![failed to open port volcano box failed to open port volcano box](https://fotos.subefotos.com/820954183c167d5cb288a54e2a1afd48o.jpg)
![failed to open port volcano box failed to open port volcano box](https://img.yumpu.com/3475791/1/184x260/hi-403-bluetooth-box-for-gps-receiver-user-manual-hkavionics.jpg)
The large cone in the left center is cone D, one of eight postcaldera cones. (bottom) Pre-2008 panoramic view of Okmok caldera, looking west from the East Rim. The red dot shows the location of the viewpoint for the photo, and the white letter D shows the location of cone D. The 1997 lava flow is visible as a light area extending NE from the SW part of the caldera. (top) Setting of Okmok volcano, with inset of eastern Umnak Island from a SAR image, modified from Mann et al. A new cone, not yet officially named, formed during the 2008 eruption and is located ∼2 km east of the geometric center of the caldera. The cones, labeled cones A through H, are located in a ring just inside the caldera walls. Several large basaltic cones have been built inside the caldera since the last caldera-forming eruption. The calderas are roughly concentric and of similar size, and these eruptions produced thick deposits of rhyodacite tephra. The present caldera results from two huge caldera-forming eruptions, ∼12,000 (Okmok I) and 2050 (Okmok II) years before present. The caldera is ∼10 km in diameter, with its floor ∼400 m above sea level and its rim ∼300 m higher. Okmok volcano ( = Okmok) is a large caldera that forms the eastern part of Umnak island in the eastern Aleutian arc ( Figure 1), which erupted beginning on 12 July 2008. The asynchronous transition from deflation to inflation, controlled by the distance of the site from the source, indicates that paired deep deflation and shallow inflation is required to explain the observations. Reinflation of the volcano commenced within at most 3 weeks after the end of ash emissions and was evident at a near-source site while a far-field site continued to deflate for an additional 4–5 weeks.

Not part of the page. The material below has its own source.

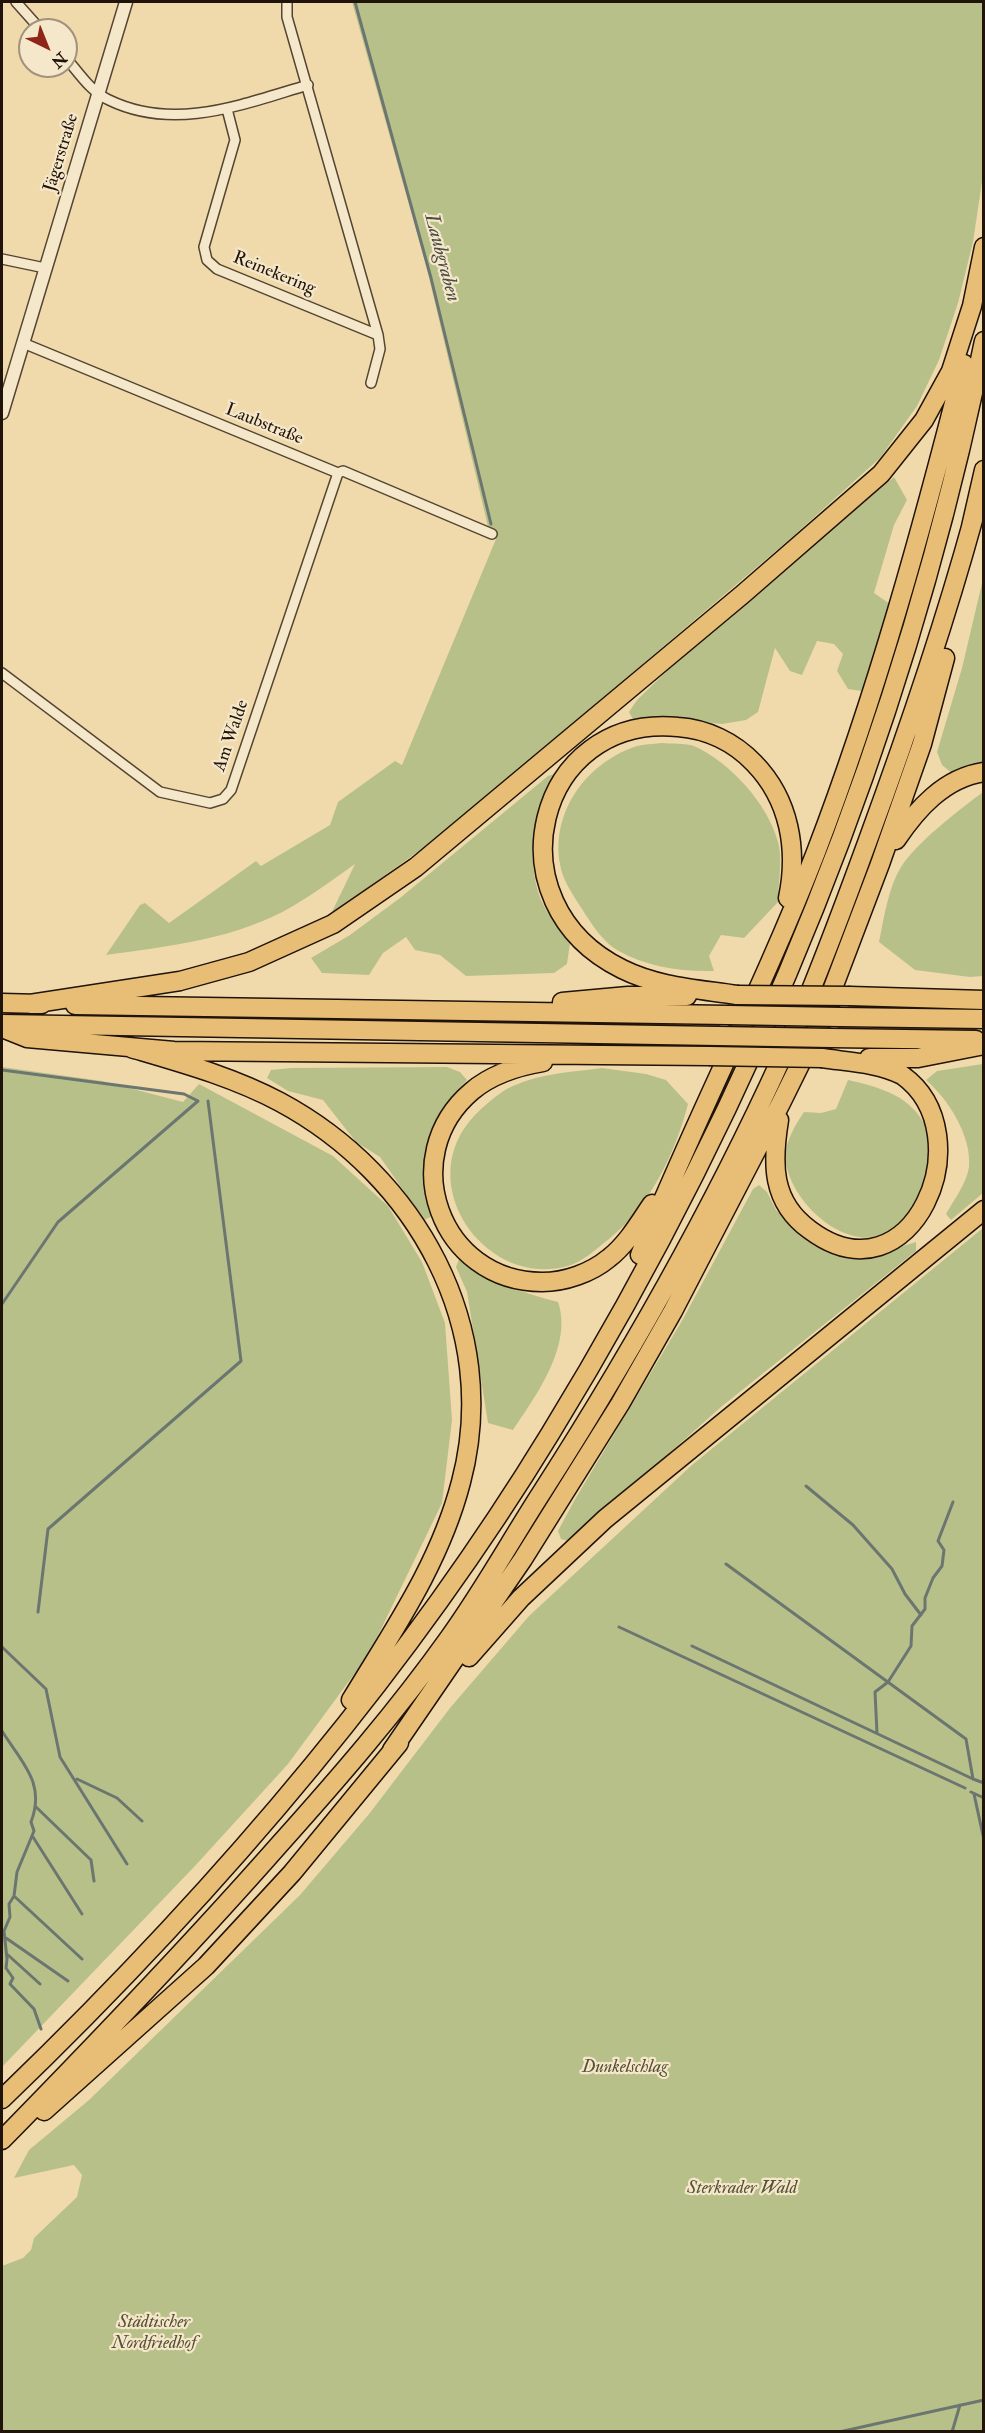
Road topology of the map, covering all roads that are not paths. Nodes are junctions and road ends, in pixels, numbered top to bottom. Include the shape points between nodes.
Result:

FAILED TO OPEN PORT VOLCANO BOX SERIES
During the eruption, the GPS time series indicate three distinct pulses of deflation rather than a single, smoothly decaying process, with the initial pulse being the largest. Although source depth estimates from a Mogi model can be biased due to elastic layering or heterogeneity, the GPS data require the 2008 eruptive source to be shallower than the preeruptive inflation source. Deflation during the eruption resulted from a decrease in pressure from a source estimated to be at 2.1 km below sea level using a Mogi model. Although GPS data for the precursory period are too sparse to derive a unique source model, the data show that either the center of pressurization shifted from its 1997–2005 location during the immediate precursory time interval or the shape of the pressure source changed from a sphere to something else. The 2008 eruption of Okmok volcano was preceded by 6–7 months of immediate precursory inflation, which followed ∼3 years of quiescence during which no significant magma was intruded at shallow depth.